As a break from reading, I would sometimes write messages on a notepad and hold them up, such as “Die Mauer muss weg” or “Kalter Krieg ist Wahnsinn.” In 1986 the guards gave no response at all, in the summer of 1987 I could see them smiling and giving the binoculars back and forth, and in the summer of 1988 they sometimes returned my wave or gave me a thumbs up when I held up a beer with the message “Prost!” From these small but significant changes in attitude, I sensed the winds of glasnost were beginning to blow in the DDR.
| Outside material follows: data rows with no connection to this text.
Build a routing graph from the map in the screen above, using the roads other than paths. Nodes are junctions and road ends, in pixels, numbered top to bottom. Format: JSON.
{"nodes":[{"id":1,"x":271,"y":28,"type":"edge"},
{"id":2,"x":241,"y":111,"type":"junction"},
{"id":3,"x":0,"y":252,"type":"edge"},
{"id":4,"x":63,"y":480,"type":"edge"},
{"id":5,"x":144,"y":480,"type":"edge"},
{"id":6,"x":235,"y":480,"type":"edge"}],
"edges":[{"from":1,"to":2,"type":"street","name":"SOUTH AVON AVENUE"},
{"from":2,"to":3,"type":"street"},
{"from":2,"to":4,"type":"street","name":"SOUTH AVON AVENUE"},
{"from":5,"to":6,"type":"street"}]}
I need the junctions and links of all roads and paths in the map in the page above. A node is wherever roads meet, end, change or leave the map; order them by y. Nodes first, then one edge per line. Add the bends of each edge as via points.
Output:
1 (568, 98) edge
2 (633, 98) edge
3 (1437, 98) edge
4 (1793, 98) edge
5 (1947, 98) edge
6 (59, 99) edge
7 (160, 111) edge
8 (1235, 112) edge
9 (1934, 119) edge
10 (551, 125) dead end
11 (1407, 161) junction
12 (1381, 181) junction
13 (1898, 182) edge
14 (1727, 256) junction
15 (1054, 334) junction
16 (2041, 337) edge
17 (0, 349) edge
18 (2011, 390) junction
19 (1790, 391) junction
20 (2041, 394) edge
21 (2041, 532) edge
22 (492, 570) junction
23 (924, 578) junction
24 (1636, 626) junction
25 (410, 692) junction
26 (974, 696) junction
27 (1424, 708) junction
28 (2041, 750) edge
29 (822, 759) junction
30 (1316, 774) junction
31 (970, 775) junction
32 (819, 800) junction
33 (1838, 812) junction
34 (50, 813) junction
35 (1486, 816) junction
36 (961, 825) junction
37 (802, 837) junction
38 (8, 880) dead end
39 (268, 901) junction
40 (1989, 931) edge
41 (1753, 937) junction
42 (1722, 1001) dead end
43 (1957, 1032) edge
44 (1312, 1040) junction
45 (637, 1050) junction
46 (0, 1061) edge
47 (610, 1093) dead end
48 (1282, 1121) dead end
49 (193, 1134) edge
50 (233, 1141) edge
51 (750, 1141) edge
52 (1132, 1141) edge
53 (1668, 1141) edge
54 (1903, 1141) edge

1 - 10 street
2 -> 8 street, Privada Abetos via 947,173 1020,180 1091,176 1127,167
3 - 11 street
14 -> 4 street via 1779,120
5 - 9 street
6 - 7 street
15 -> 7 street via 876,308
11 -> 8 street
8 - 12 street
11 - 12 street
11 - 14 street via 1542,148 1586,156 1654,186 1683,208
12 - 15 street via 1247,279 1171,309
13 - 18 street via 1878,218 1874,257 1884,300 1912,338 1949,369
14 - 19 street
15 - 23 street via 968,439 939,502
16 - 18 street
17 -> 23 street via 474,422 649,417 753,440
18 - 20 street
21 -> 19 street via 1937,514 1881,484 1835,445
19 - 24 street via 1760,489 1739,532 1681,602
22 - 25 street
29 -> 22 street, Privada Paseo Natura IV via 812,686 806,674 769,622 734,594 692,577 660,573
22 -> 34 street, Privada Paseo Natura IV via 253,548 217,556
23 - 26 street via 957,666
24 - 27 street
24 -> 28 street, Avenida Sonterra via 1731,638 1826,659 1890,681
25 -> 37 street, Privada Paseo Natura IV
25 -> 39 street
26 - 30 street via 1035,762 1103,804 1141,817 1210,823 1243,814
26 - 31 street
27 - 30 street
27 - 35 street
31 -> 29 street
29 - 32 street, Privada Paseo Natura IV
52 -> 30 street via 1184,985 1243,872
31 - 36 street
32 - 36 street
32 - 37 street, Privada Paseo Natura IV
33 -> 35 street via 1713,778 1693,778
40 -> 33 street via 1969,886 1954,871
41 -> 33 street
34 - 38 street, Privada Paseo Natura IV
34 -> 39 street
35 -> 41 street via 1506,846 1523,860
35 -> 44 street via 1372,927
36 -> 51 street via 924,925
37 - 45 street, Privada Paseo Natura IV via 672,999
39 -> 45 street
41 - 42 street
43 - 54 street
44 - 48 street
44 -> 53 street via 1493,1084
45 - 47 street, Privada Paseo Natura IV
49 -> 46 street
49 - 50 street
2. After arriving in Berlin in 1986, I attended my first DDR Anniversary October 7 military parade in East Berlin. While taking pictures of various armored vehicles, I saw a group of infantrymen standing in front of their BMP, with a large ceremonial DDR parade flag sticking out of the turret. As they waited for orders to start, they chatted with women holding flowers, small DDR flags and white flags with a blue peace dove on them. When the soldiers saw me in my US uniform pointing a camera in their direction, they took a white flag, held it out straight to show the dove, and posed for me. They are smiling, and one has a cigarette dangling from his mouth.

I framed the picture, and it sat on my desk for the next four years while I served as company commander and operations officer. It irritated many people, who asked me why I had a picture of the East German “enemy” prominently displayed. I told them it was a symbol of the coming unification, to which they would laugh and give the very American response of “if you believe that, then I have some swampland to sell you.”

In 1991, as I prepared to leave Berlin, I was swamped with requests from friends who wanted pieces of the rapidly disappearing Wall. I dutifully wasted the time and effort of hammering on the Wall and accumulated eight 10-pound burlap bags of Wall fragments that I stacked in the basement of my apartment building and eventually moved to the trunk of my car in preparation to box them and ship them to the US.

But as I continued to see daily stories in the press of the legions of Mauerspechte, and saw the legions of American VIPs stream to Berlin to give speeches on freedom and collect their plaques with pieces of the Wall mounted on them, I had a change of heart and mind. When I sold my car, I told the buyer there were 80 pounds of Wall chunks in the trunk, and asked “Do you want to keep them, or do you want me to unload them by the dumpster?” Wow, he said, I’d love to have them as all my friends are asking me to send them pieces of the Wall. Have at it, I said, and good luck.

I’ve never regretted leaving all the asbestos laden fragments of Wall in my car, as pieces of rock are not how I wanted to remember the great cultural experience of Berlin.

But the picture of the East German soldiers smiling with their peace flag still sits on my bookshelf.

T.I.H.T.I.M.'s avatar

I first visited Berlin in 1988. Must confess it had a strange atmosphere.

Walking by the Wall and along the river was interesting as was Check-point Charlie - but what I found unsettling was looking over the Wall and seeing Potsdamerplatz in the distance, almost entirely unchanged since 1949.

Berlin is a wonderful city now.........though it has been allowed to become shabby these past few years - litter everywhere and the Tiergarten flower gardens not maintained.

Teresa's avatar

Sunday, August 13, 1961—a beautiful summer day. I was 13, and it is forever etched in my memory. As another year comes around, I remember that day just as clearly—the day Berlin was divided and Germany changed forever.

Brad Lewin's avatar

At least something positive has come out of the border dividing the two Germanys.